(Collected data entries)

########################################

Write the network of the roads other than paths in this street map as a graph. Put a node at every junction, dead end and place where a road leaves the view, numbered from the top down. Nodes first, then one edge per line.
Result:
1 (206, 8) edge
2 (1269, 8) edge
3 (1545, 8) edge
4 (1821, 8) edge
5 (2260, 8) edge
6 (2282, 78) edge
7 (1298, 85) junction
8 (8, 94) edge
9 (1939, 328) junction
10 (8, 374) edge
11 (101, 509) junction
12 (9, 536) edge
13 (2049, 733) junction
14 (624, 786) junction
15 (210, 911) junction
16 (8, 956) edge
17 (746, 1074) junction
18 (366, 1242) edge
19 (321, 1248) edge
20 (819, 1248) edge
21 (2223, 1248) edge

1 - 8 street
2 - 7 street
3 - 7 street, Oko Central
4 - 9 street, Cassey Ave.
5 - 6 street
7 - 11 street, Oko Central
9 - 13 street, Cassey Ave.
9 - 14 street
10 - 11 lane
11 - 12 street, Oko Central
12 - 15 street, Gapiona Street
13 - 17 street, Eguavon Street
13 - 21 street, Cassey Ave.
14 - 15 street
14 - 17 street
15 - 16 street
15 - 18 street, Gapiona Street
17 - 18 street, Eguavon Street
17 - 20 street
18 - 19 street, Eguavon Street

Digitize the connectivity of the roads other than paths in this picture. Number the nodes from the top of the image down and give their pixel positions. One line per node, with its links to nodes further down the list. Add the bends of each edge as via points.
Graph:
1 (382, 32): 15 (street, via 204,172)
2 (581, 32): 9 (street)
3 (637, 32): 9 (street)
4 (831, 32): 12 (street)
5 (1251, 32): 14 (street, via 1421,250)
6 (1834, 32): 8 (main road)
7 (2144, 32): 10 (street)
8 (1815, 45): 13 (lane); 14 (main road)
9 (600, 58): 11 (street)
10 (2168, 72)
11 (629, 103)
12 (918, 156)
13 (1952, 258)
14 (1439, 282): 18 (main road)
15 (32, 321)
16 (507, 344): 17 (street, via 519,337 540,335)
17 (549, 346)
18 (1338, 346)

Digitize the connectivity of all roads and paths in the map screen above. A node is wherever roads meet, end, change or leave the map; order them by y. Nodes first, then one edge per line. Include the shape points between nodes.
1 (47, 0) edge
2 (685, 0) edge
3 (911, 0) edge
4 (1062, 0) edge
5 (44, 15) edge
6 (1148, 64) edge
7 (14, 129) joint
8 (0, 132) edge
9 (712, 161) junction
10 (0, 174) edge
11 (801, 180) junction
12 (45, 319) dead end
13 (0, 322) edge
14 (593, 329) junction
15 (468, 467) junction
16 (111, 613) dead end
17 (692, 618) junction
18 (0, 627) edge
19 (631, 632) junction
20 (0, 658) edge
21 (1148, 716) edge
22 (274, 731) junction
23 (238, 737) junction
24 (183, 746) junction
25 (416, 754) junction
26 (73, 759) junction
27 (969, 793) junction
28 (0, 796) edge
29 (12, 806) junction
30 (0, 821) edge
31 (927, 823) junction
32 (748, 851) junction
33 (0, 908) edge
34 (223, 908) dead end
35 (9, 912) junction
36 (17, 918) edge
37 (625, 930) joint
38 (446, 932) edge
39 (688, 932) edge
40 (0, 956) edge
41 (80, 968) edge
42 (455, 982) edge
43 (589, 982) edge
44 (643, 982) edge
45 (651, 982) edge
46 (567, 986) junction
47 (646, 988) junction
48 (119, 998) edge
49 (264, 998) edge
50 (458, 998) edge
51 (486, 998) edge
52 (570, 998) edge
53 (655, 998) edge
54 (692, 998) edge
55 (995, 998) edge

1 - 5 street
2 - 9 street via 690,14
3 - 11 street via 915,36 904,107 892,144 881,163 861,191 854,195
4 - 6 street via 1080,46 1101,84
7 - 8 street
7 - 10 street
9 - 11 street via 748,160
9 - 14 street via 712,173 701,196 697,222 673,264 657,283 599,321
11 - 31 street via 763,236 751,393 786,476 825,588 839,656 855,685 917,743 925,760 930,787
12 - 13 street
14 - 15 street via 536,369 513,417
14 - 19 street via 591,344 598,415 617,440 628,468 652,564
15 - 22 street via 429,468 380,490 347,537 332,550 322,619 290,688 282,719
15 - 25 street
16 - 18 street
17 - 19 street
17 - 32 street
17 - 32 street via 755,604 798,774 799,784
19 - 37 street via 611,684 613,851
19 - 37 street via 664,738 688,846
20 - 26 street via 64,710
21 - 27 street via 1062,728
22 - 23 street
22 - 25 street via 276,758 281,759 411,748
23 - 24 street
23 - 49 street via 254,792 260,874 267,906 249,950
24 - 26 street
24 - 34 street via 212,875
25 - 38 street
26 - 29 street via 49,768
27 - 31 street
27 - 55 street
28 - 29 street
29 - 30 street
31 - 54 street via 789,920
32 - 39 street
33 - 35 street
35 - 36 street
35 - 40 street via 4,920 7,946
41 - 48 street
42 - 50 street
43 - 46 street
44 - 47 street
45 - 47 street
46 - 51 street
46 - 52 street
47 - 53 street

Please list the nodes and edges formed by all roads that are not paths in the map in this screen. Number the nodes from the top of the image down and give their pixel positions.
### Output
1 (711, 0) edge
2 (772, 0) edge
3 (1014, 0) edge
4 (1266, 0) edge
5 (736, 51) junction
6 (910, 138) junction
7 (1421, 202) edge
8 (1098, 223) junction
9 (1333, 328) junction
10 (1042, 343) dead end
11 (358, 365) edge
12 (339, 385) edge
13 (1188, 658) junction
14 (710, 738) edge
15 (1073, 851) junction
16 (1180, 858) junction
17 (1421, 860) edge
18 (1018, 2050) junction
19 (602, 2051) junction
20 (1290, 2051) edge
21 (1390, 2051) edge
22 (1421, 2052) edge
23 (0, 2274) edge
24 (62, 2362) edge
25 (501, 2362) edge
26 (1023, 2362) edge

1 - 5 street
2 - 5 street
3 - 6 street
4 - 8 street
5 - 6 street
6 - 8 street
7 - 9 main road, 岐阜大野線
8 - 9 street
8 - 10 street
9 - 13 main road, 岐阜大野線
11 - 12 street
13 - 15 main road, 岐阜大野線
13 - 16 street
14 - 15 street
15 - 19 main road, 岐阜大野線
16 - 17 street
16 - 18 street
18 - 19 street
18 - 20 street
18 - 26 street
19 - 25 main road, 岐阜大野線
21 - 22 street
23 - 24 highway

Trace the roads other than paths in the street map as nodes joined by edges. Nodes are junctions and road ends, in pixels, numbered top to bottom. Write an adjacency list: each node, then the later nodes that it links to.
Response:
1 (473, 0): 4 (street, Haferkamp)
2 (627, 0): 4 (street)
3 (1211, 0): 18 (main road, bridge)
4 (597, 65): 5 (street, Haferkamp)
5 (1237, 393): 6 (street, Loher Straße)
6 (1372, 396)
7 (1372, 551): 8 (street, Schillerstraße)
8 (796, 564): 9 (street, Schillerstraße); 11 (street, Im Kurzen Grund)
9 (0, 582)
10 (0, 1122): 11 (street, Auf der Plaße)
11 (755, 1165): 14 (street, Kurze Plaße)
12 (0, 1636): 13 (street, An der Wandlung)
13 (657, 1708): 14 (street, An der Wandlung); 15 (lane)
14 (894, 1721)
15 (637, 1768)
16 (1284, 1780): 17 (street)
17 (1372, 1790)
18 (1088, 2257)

########################################

> What is being asked
Go through the records above, find every line with the word "this", and list those lines.

> The answer
Write the network of the roads other than paths in this street map as a graph. Put a node at every junction, dead end and place where a road leaves the view, numbered from the top down. Nodes first, then one edge per line.
Digitize the connectivity of the roads other than paths in this picture. Number the nodes from the top of the image down and give their pixel positions. One line per node, with its links to nodes further down the list. Add the bends of each edge as via points.
Please list the nodes and edges formed by all roads that are not paths in the map in this screen. Number the nodes from the top of the image down and give their pixel positions.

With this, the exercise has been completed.